WORK TO BE COMPLETED:
Check every line of the records below for the string "Ringwood", then report only how many lines have it.

SOURCE MATERIAL:
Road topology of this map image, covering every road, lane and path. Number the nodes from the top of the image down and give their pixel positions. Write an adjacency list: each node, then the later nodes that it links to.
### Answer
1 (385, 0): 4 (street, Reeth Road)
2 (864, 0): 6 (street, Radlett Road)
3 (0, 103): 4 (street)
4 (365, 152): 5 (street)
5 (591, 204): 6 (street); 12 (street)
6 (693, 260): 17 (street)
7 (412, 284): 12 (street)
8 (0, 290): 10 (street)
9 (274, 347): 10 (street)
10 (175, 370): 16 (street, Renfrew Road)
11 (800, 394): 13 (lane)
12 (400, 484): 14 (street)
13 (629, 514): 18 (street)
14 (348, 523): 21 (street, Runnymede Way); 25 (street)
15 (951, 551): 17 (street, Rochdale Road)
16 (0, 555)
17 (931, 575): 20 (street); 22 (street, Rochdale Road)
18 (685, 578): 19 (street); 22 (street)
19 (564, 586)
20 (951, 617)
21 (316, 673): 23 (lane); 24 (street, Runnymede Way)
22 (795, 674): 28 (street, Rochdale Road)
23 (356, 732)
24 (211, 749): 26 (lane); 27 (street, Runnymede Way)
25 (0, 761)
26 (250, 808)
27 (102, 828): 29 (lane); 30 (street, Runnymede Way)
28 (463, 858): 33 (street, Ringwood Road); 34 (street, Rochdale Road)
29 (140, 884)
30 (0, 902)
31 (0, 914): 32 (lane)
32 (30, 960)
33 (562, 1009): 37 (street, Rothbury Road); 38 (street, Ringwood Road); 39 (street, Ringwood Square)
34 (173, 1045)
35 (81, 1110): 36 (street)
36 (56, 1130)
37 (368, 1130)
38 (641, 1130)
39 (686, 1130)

WRITTEN ANSWER:
2